Is Mad Men A Dangerous Idea?
Glamour is dangerous. Glamour is powerful. It cannot be bought. It cannot be bought, but for one exception: advertising. Ads can be purchased to produce the illusion of glamour. This is why electing to set a television series about America circa 1964 in an advertising firm is provocative. (And perhaps why it is successful.) We are shown what was being sold at the same time as we are being sold what was behind it. Kodak; drug abuse. Hilton; adultery. Lucky Strike; lung cancer. Reactions to the Kennedy assassination seen via the directorial lens of Barbet Schroeder was perhaps the apotheosis of ManMen’s sexy, ideological assault: artful, dark, and at once devoted to and cynical about the Dream. But this is not bad for us; it’s only television, right?
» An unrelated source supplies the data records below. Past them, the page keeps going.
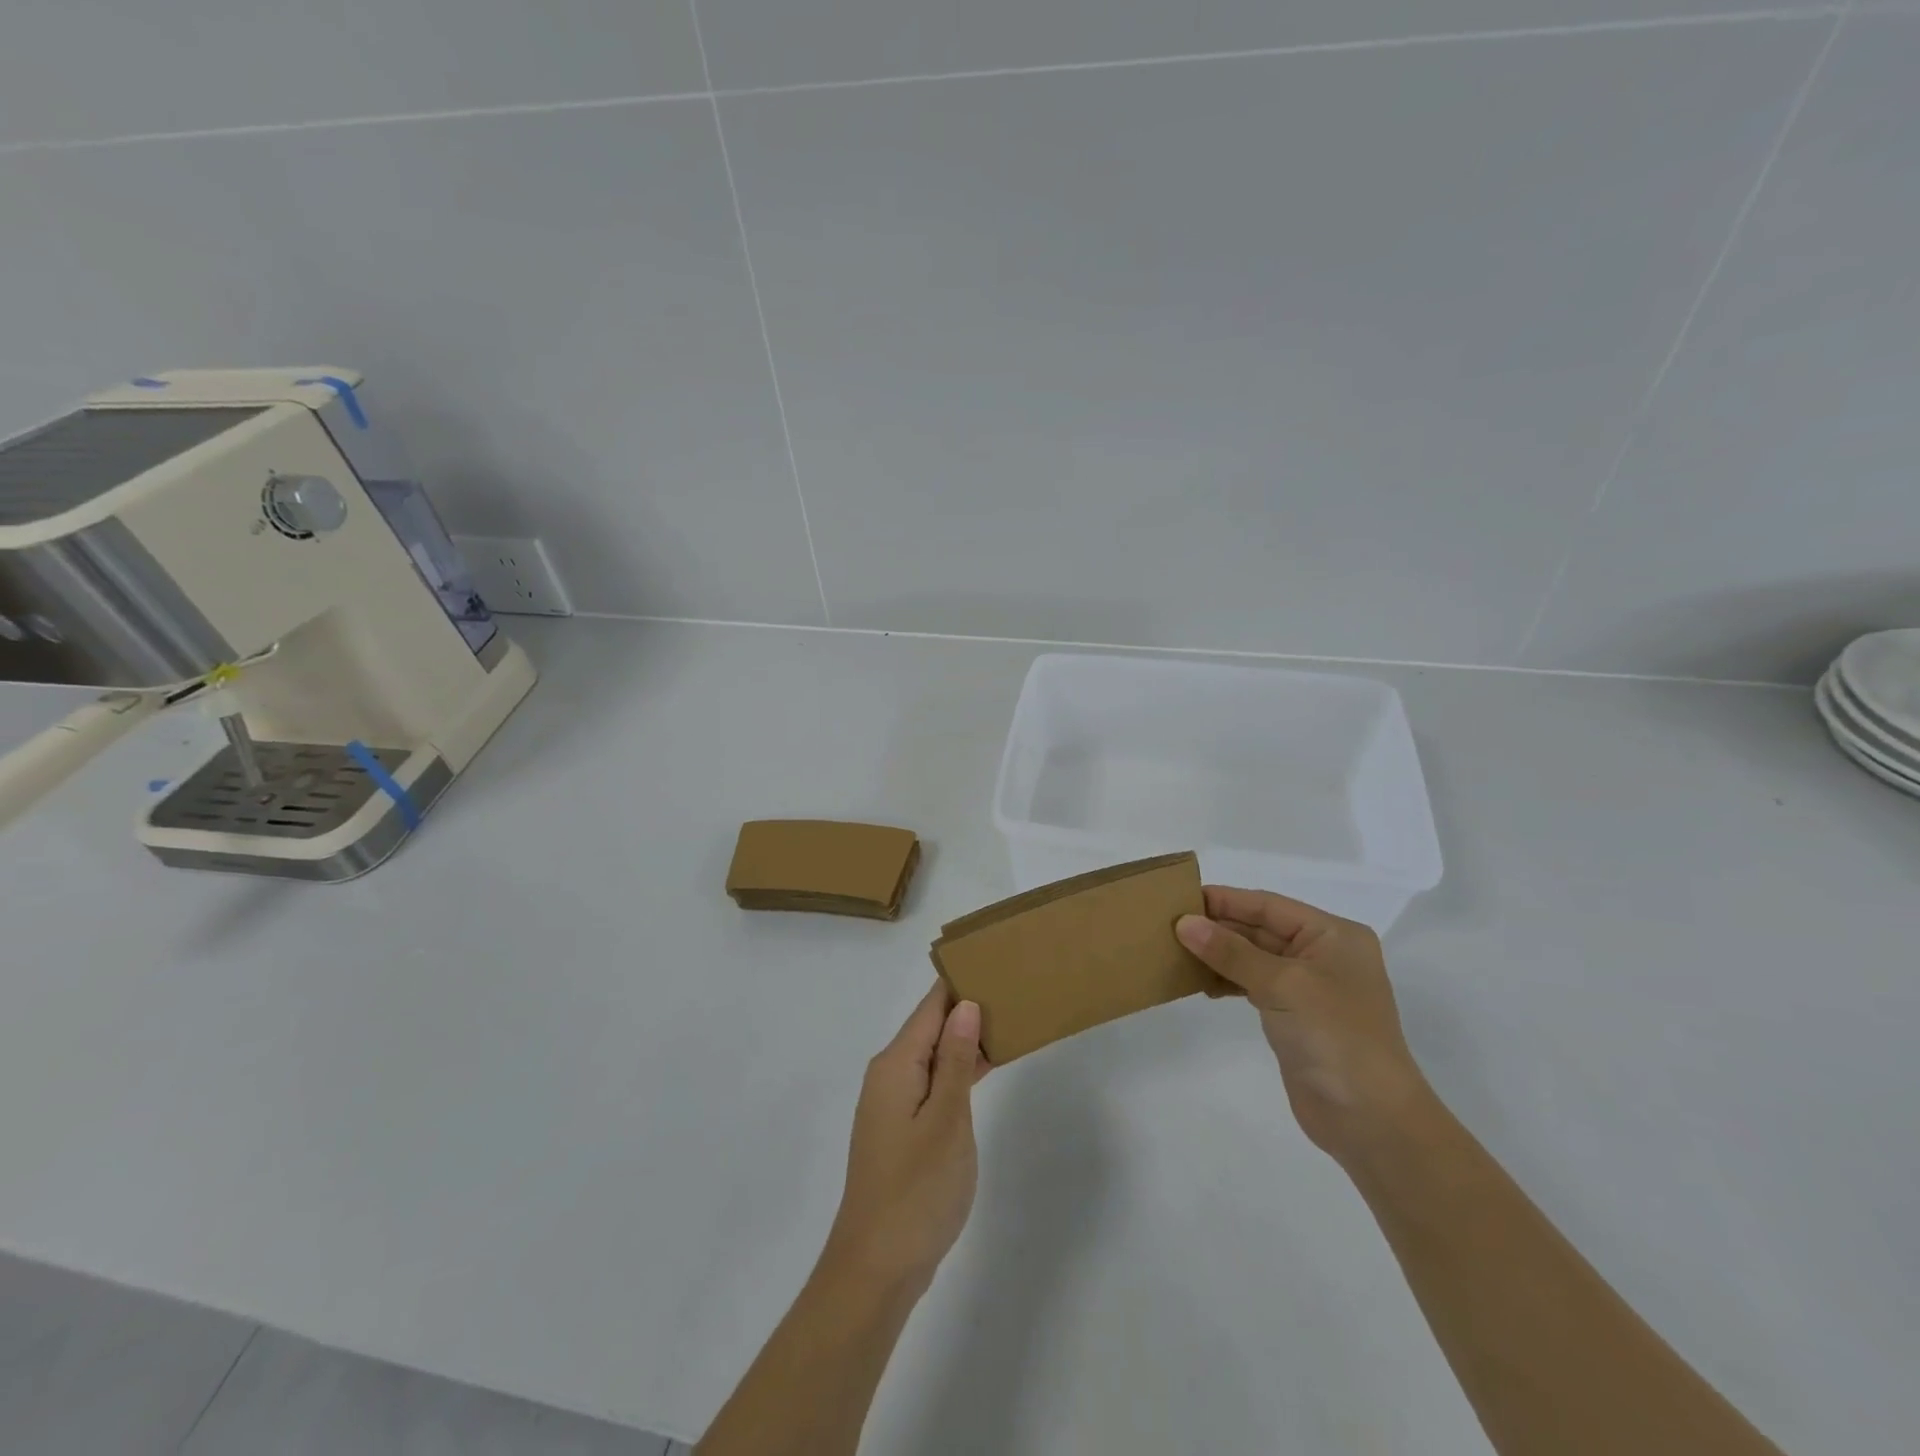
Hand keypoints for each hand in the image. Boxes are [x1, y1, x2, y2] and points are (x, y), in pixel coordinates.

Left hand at [824, 985, 984, 1296]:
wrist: (876, 1268)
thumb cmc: (915, 1190)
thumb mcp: (945, 1120)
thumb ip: (954, 1061)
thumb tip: (965, 1006)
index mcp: (895, 1064)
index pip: (930, 1006)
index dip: (960, 981)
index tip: (993, 959)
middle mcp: (889, 1074)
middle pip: (931, 1026)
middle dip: (968, 1007)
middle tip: (1014, 987)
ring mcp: (894, 1103)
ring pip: (933, 1055)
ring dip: (965, 1039)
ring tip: (1009, 1018)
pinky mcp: (902, 1128)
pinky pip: (933, 1082)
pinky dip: (958, 1071)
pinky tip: (985, 1068)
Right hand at [1177, 886, 1432, 1163]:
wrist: (1370, 1119)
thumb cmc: (1334, 1035)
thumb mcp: (1281, 984)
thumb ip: (1231, 951)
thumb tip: (1184, 922)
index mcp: (1333, 935)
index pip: (1268, 906)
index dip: (1225, 900)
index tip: (1180, 897)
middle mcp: (1323, 954)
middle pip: (1260, 929)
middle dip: (1218, 927)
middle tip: (1169, 925)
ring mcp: (1309, 988)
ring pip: (1253, 958)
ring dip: (1218, 955)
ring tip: (1176, 952)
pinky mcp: (1295, 1017)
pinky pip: (1253, 985)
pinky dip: (1227, 981)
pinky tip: (1200, 984)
Schroeder understands the intersection of privilege and tragedy, a place into which the mythology of that November, 1963 moment in our history fits best. And that is the moment within which the writers of the show stage the breakdown of the Draper marriage. The writers are constantly reminding us that this show is about the production of seduction, the production of glamour; the fact that the show itself is a glamorous product makes for an elegant mise en abyme.
“Inception,” is a word current on the cultural radar: is this what this show does? If Mad Men could plant an idea in our mind it would be: transgression is necessary. The little as well as the larger transgressions in our lives, the ones that were once so central as to be invisible in everyday life. They are necessary. Transgression is the process we go through in order to arrive at reconciliation, forgiveness, and love.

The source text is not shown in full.